Perhaps I'm turning into a Dr. Doom but, if the current global economic dynamics persist, the Great Recession of 2008 would be "Happy Days" in comparison.
You don't believe me, Virginia? Just look at the 10-year bond yield offerings in most markets around the planet. They are now lower than the lows hit during the Great Recession.
To be sure, the much hoped for reflation that started in 2017 would have had their desired effects ... but for Trump - and his vow to "Make America Great Again" by beggaring its neighbours by imposing increased tariffs on US imports.
History shows that this is a lose-lose proposition. The Smoot-Hawley Tariff Act - enacted on 17 June 1930 (the time of the Great Depression) - increased the tariffs on US imports from 25.9% to 50%. What did this produce? Other countries imposed retaliatory tariffs on US imports (as China is doing now).
US imports decreased by 66% between 1929 and 1933 and its exports plunged 61%. Ouch! We all know what happened thereafter -- the depression deepened. The US unemployment rate jumped from 7.8% in 1930 to 25.1% three years later.

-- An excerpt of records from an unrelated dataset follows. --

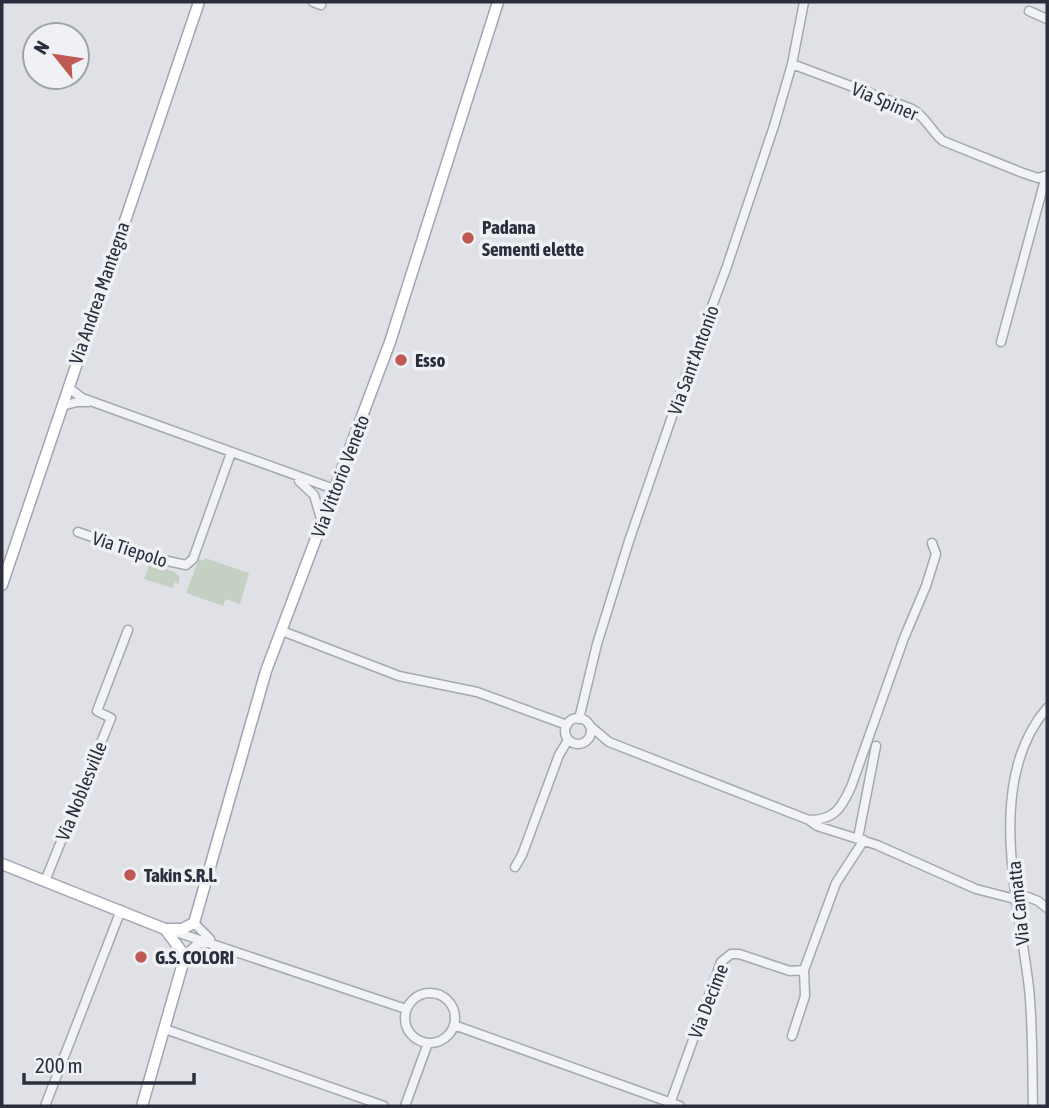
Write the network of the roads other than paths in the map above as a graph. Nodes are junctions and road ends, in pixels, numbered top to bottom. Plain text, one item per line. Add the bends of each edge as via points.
1 (199, 2) edge
2 (498, 2) edge
3 (804, 2) edge
4 (1029, 11) dead end
5 (1047, 19) edge
6 (792, 64) junction
7 (1047, 175) edge
8 (1001, 342) dead end
9 (70, 394) junction
10 (231, 453) junction
11 (342, 472) junction
12 (294, 477) junction
13 (319, 484) junction
14 (333, 493) junction
15 (314, 495) junction
16 (322, 522) junction
17 (78, 532) dead end
18 (932, 543) dead end
19 (2, 585) edge
20 (128, 630) dead end
21 (282, 631) junction
22 (1047, 708) edge
23 (579, 719) junction
24 (567, 725) junction
25 (590, 726) junction
26 (568, 740) junction
27 (586, 742) junction
28 (609, 742) junction
29 (876, 746) dead end
30 (830, 817) junction
31 (809, 820) junction
32 (832, 831) junction
33 (857, 838) junction
34 (2, 864) edge
35 (515, 867) dead end
36 (44, 881) junction
37 (1015, 896) junction
38 (1047, 908) edge
39 (121, 910) junction
40 (194, 923) junction
41 (165, 929) junction
42 (215, 943) junction
43 (185, 956) junction
44 (804, 970) junction
45 (406, 1009) junction
46 (454, 1026) junction
47 (165, 1029) junction
48 (792, 1036) dead end
49 (428, 1043) junction
50 (671, 1101) junction
51 (45, 1106) edge
52 (142, 1106) edge
53 (384, 1106) edge
54 (405, 1106) edge
55 (680, 1106) edge
56 (1033, 1106) edge

1 - 9 main road, Via Andrea Mantegna
2 - 11 main road, Via Vittorio Veneto via 390,342
3 - 6 street, Via Sant'Antonio
4 - 5 street
6 - 7 street, Via Spiner via 912,109 943,141 1038,178
6 - 23 street, Via Sant'Antonio via 726,269 629,541
7 - 8 street
9 - 10 street
9 - 19 main road, Via Andrea Mantegna via 62,405
10 - 12 street
10 - 17 street, Via Tiepolo via 193,559 186,565
11 - 13 street
11 - 14 main road, Via Vittorio Veneto
12 - 13 street
12 - 15 street
13 - 14 street
14 - 15 street
14 - 16 main road, Via Vittorio Veneto
15 - 16 street
16 - 21 main road, Via Vittorio Veneto
18 - 30 street via 936,554 926,586 851,788 845,803
20 - 36 street, Via Noblesville via 97,711 111,718
21 - 24 street via 399,676 477,692
21 - 40 main road, Via Vittorio Veneto via 266,671
22 - 37 street, Via Camatta via 1024,745 1011,800
23 - 24 street
23 - 25 street
24 - 26 street
25 - 27 street
25 - 28 street
26 - 27 street
26 - 35 street
27 - 28 street
28 - 31 street
29 - 33 street
30 - 31 street
30 - 32 street
30 - 33 street
31 - 32 street
32 - 33 street
33 - 37 street via 976,889
33 - 44 street
34 - 36 main road
36 - 39 main road
37 - 38 street
37 - 56 street, Via Camatta via 1029,989
39 - 41 main road
39 - 51 street
40 - 41 main road
40 - 42 street
41 - 42 street
41 - 43 main road
42 - 43 street via 197,944
42 - 45 street
43 - 47 main road
44 - 48 street via 804,996
44 - 50 street, Via Decime via 790,971 738,954 726,956
45 - 46 street via 415,997 436,993 453,1009
45 - 49 street via 409,1032
46 - 49 street via 444,1038
46 - 50 street
47 - 52 main road
47 - 53 street
49 - 54 street
50 - 55 street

More worrying at this point in time is the fact that central bank policy rates have very little room to stimulate their respective economies by lowering interest rates ... just when another global recession is ominously looming.
Before Lehmann Bros collapsed on the 15 September 2008, policy rates among the world's major central banks were higher - 7.25% for the RBA (now 1%); 5.75% for the BOE (now 0.75%); 5.25% for the Fed (now 2.25%); 4.25% for the ECB (now 0%); and, 0.5% for the BOJ (now -0.1%).
How much lower can they go? How long is a piece of string? Recent history proves that zero and even negative interest rates weren't able to sustainably reflate individual domestic economies.
In addition, and as put by Nobel prize winner Paul Samuelson in 1948: "By increasing the volume of their government securities and loans and by lowering Member Bank legal reserve requirements, the Reserve Banks can encourage an increase in the supply of money and bank deposits. They can encourage but, without taking drastic action, they cannot compel."
"For in the middle of a deep depression just when we want Reserve policy to be most effective, the Member Banks are likely to be timid about buying new investments or making loans. If the Reserve authorities buy government bonds in the open market and thereby swell bank reserves, the banks will not put these funds to work but will simply hold reserves. Result: no 5 for 1, "no nothing," simply a substitution on the bank's balance sheet of idle cash for old government bonds."
Given present uncertainties (with a capital S), central banks appear to be pushing on a string.
The hope is, given record low interest rates, fiscal policy would be employed before the Great Recession of 2008 turns into the 'Greater Recession of 2020'.
A simpler way, Trump reverses his war on trade, reflating the global economy (including the US of A) and lifting the tide that lfits all boats.
Trump's got to stop thinking that America will be top of the pops by putting others down.